Anger is a Gift by Mark Oshiro: Since his father’s death at the hands of the Oakland police, Moss Jeffries has suffered panic attacks. Six years later, he finds himself and other students to be the subject of racially motivated harassment and discrimination at his high school. (May 22)

I felt a funeral in my brainI Felt a Funeral, in My Brain by Will Walton: The author of Anything Could Happen returns with a touching young adult novel about dealing with grief and navigating life. (May 29)

Books Coming Out In June, 2018

Florida by Lauren Groff: In the follow-up to her bestselling novel, Fates and Furies, Groff discusses the mysteries, marvels, and dangers of everyday life, spanning several centuries in Florida. (June 5)

Invitation to a Bonfire by Adrienne Celt: The new novel from the author of The Daughters is a psychological mystery about a dangerous love triangle, inspired by the Nabokov marriage. (June 5)

Who is Vera Kelly?

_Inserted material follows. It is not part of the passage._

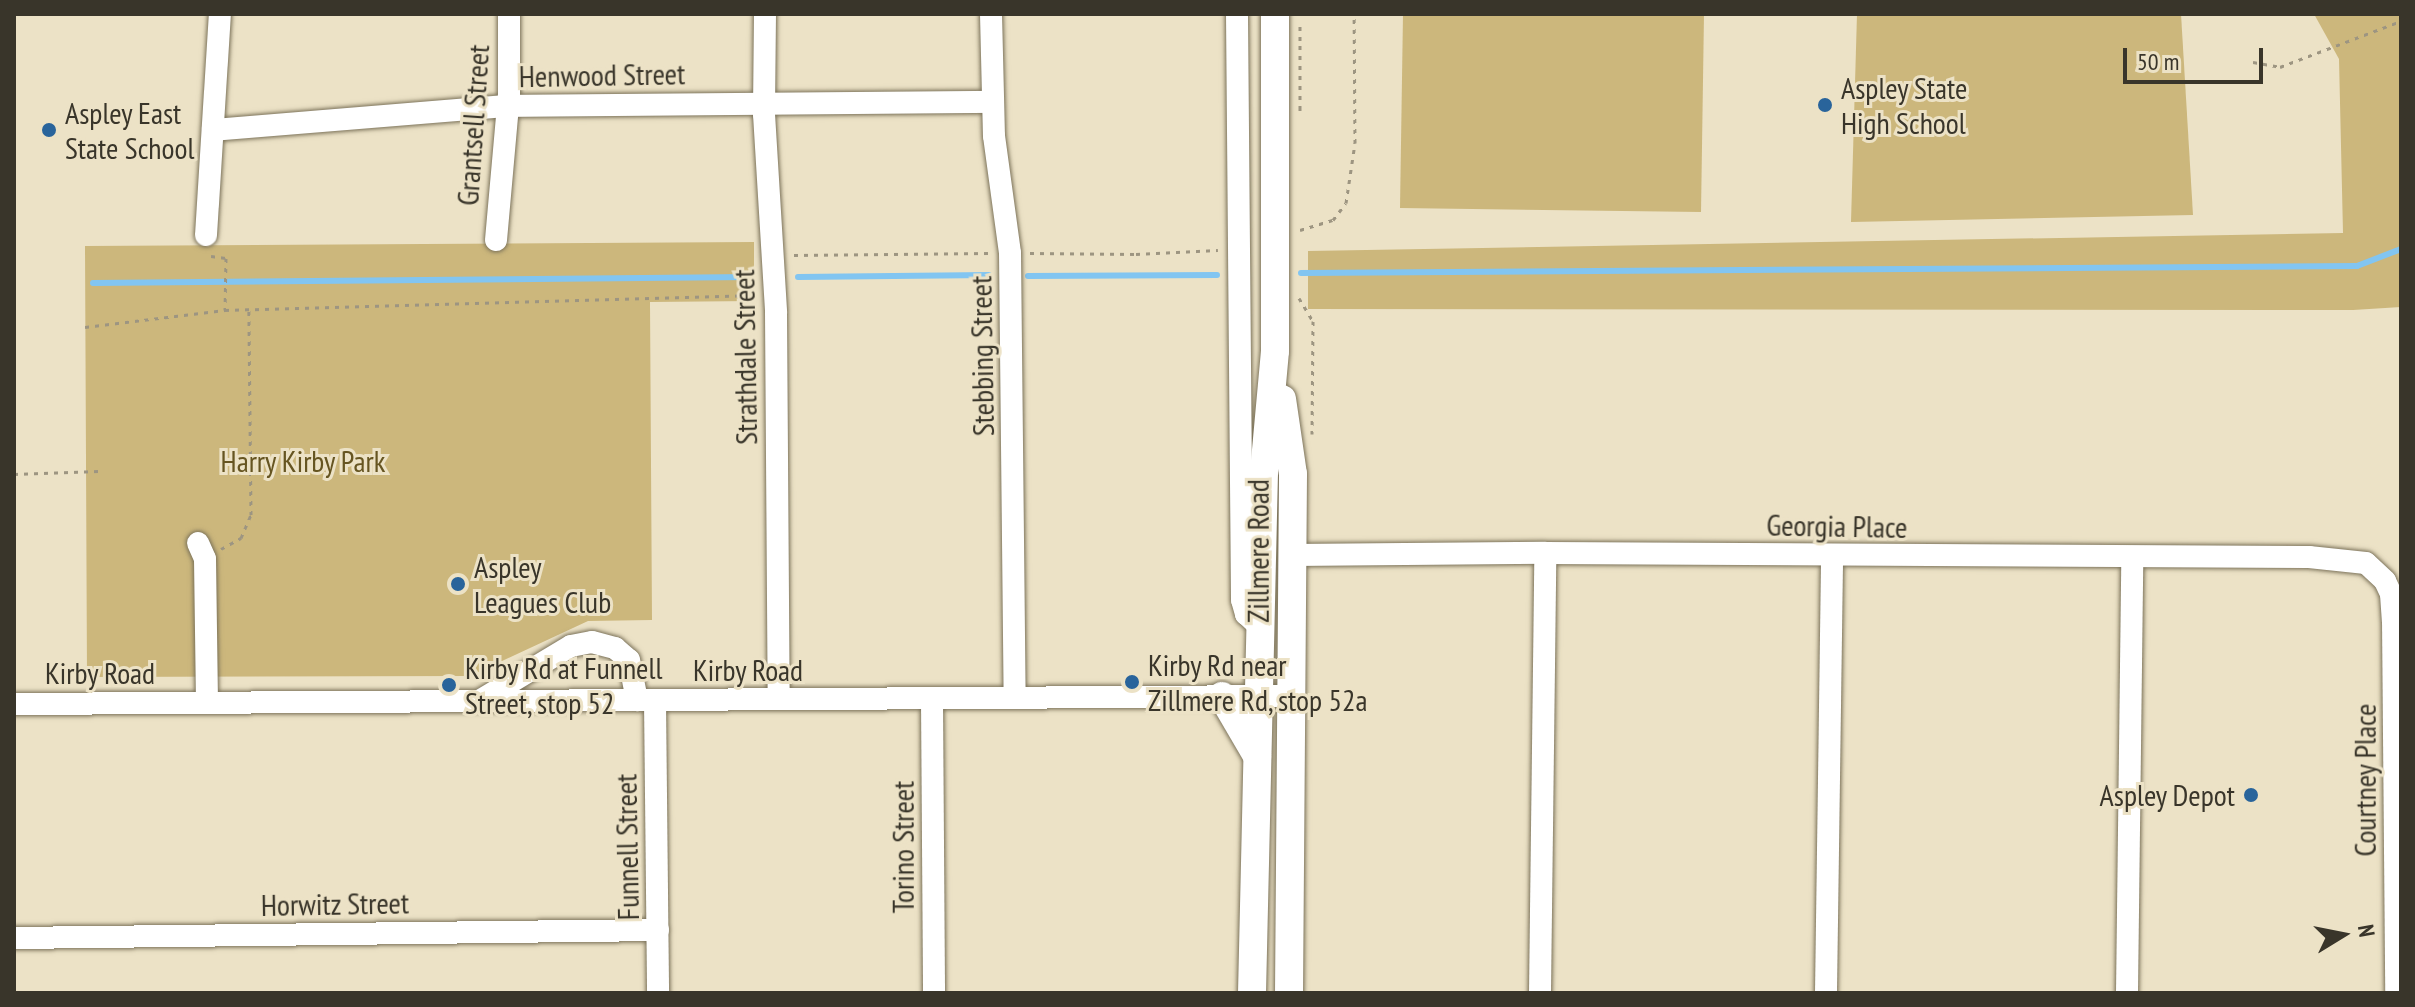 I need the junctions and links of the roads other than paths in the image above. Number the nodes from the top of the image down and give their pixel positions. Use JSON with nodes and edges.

By Rosalie Knecht: A witty young woman in Greenwich Village in the 1960s is recruited to work for the CIA. By the author of Relief Map. (June 12)

A Thousand Beginnings and Endings by Ellen Oh and Elsie Chapman: Fifteen authors—including Melissa de la Cruz, Renée Ahdieh, and Julie Kagawa—reimagine the folklore and mythology of East and South Asia in this anthology. (June 26)

What other books coming out in 2018 are you most excited about?